Bristol Temple Meads is the oldest, largest and main station in Bristol, the first to be built by famous engineer Isambard Kingdom Brunel in 1840 as part of his Great Western Railway to London Paddington. Originally the western terminus of the railway, a track was later built to Exeter St Davids. Over time, many more lines, both national and local, have been built to pass through, or end at, Temple Meads. The station's name comes from a combination the nearby Temple Church, and Mead, a shortened version of 'meadow', referring to a nearby meadow that existed in Bristol when the station was built.
Oddly, the platforms are numbered from 1 to 15, but Platform 2 isn't in use and 14 doesn't exist at all.
To log this EarthCache, please send the answers to the following questions by email or message. Due to owning many EarthCaches I receive numerous emails per day so there is often a delay in replying, therefore feel free to log before awaiting a reply. Only answers that are drastically incorrect or photos that reveal answers will be deleted.

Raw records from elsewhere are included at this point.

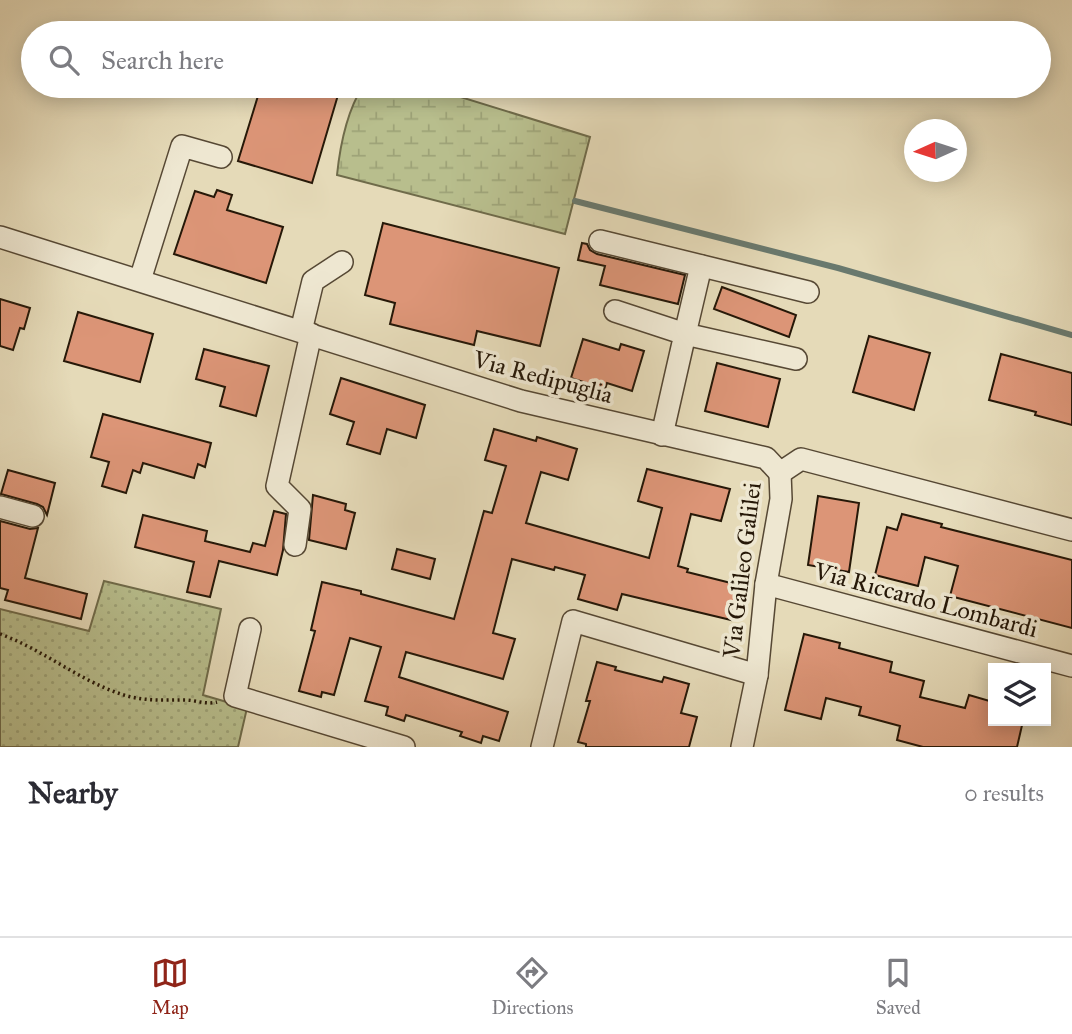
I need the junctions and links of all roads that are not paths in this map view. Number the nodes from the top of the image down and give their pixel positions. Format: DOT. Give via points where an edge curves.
graph roads {
  1 [pos="221,157"];
  2 [pos="0,237"];
  3 [pos="600,241"];
  4 [pos="342,262"];
  5 [pos="701,266"];
  6 [pos="140,280"];
  7 [pos="808,292"];
  8 [pos="615,311"];
  9 [pos="306,332"];
  10 [pos="685,334"];
  11 [pos="796,359"];
  12 [pos="662,435"];
  13 [pos="780,472"];
  14 [pos="0,508"];
  15 [pos="33,516"];
  16 [pos="1072,530"];
  17 [pos="295,545"];
  18 [pos="766,584"];
  19 [pos="250,629"];
  20 [pos="1072,666"];
  21 [pos="757,675"];
  22 [pos="404,747"];
  23 [pos="542,747"];
  24 [pos="742,747"];
  1 -- 6 [label="street" via="181,146"];
  2 -- 6 [label="street, Via Redipuglia"];
  3 -- 5 [label="street"];
  4 -- 9 [label="street" via="313,281"];
  5 -- 7 [label="street"];
  5 -- 10 [label="street"];
  6 -- 9 [label="street, Via Redipuglia"];
  8 -- 10 [label="street"];
  9 -- 12 [label="street, Via Redipuglia" via="521,401"];
  9 -- 17 [label="street" via="277,486 300,509"];
  10 -- 11 [label="street"];
  10 -- 12 [label="street"];
  12 -- 13 [label="street, Via Redipuglia" via="766,458"];
  13 -- 16 [label="street" via="801,459"];
  13 -- 18 [label="street, Via Galileo Galilei" via="781,499"];
  14 -- 15 [label="street"];
  18 -- 20 [label="street, Via Riccardo Lombardi"];
  18 -- 21 [label="street, Via Galileo Galilei"];
  19 -- 22 [label="street" via="235,696"];
  21 -- 23 [label="street, Via Galileo Galilei" via="572,621"];
  21 -- 24 [label="street, Via Galileo Galilei"];
}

1. What are the colours you can see in both the stones AND the matrix? Would this fit the description of a puddingstone?
2. What is the size of the largest stones in the matrix? As a guide, a 10p coin is 25mm in diameter.
3. In the pillars, name some differences between the conglomerate and the yellow sandstone.
The Earth science:
Much of the exterior, and some of the interior, of both the old and current stations is built from a rock called 'dolomitic conglomerate'- a long phrase, this is what it means:
In geology, a conglomerate is a clastic sedimentary rock containing a substantial amount of sizeable pebbles/gravels, larger than 2mm, compacted together within a matrix of much finer materials (haematite and dolomite) that make up the surrounding rock, hence the 'dolomitic' prefix. This particular stone was quarried from Draycott, near Cheddar.
Pudding Stone is similar to the composition of a congolomerate; the main difference is that the stones in a puddingstone are significantly different in colour to the matrix, so it looks like a slice of fruitcake (with a fair bit of imagination!)
An example of puddingstone with rocks very different in colour to its matrix.
The old station wall has many support pillars, with alternating rocks made of dolomitic conglomerate, and also sandstone.
Sandstone is another sedimentary rock with very fine grains- similar grain size to sand, hence the name.